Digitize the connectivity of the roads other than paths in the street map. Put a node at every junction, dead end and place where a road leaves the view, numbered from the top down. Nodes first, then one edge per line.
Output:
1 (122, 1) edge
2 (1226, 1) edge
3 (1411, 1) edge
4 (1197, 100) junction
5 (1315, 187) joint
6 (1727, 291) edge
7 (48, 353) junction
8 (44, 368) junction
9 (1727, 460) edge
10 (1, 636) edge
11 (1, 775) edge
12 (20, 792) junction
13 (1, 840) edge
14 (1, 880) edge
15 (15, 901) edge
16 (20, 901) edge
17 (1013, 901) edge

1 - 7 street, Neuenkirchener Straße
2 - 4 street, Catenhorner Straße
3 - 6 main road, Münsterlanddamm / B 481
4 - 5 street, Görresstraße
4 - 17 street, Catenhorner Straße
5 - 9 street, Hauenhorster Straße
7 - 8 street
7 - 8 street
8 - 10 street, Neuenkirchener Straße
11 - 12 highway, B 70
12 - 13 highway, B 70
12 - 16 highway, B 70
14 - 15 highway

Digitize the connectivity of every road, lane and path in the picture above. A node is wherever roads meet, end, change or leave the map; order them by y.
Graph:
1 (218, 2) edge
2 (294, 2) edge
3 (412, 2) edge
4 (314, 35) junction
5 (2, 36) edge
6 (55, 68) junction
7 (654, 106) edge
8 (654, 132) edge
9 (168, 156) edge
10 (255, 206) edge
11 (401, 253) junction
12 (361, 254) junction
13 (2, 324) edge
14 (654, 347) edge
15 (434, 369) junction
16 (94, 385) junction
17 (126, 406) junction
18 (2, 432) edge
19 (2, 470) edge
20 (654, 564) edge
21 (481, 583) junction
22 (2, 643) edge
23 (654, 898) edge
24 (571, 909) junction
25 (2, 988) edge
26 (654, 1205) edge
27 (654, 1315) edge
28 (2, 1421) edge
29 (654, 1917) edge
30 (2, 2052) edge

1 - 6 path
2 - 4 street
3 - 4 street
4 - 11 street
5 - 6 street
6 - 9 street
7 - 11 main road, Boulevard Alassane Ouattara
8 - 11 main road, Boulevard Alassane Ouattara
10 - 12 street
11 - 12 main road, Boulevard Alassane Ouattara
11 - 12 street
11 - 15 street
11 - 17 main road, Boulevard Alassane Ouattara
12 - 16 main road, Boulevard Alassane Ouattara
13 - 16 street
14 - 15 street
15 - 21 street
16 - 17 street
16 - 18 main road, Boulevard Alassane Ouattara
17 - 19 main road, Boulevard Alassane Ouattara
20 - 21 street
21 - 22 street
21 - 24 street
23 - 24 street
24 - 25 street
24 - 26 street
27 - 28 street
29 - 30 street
···
**What is needed**
Each line of the records, from the opening one through the line holding "Digitize the connectivity of every", should be restated word for word, with nothing else in the answer.

**Expected output**
Digitize the connectivity of the roads other than paths in the street map. Put a node at every junction, dead end and place where a road leaves the view, numbered from the top down. Nodes first, then one edge per line.
Output:
1 (122, 1) edge
2 (1226, 1) edge
3 (1411, 1) edge
4 (1197, 100) junction
5 (1315, 187) joint
6 (1727, 291) edge
7 (48, 353) junction
8 (44, 368) junction
9 (1727, 460) edge
10 (1, 636) edge
11 (1, 775) edge
12 (20, 792) junction
13 (1, 840) edge
14 (1, 880) edge
15 (15, 901) edge
16 (20, 901) edge
17 (1013, 901) edge

1 - 7 street, Neuenkirchener Straße
2 - 4 street, Catenhorner Straße
3 - 6 main road, Münsterlanddamm / B 481
4 - 5 street, Görresstraße
4 - 17 street, Catenhorner Straße
5 - 9 street, Hauenhorster Straße
7 - 8 street
7 - 8 street
8 - 10 street, Neuenkirchener Straße
11 - 12 highway, B 70
12 - 13 highway, B 70
12 - 16 highway, B 70
14 - 15 highway

Digitize the connectivity of every road, lane and path in the picture above. A node is wherever roads meet, end, change or leave the map; order them by y.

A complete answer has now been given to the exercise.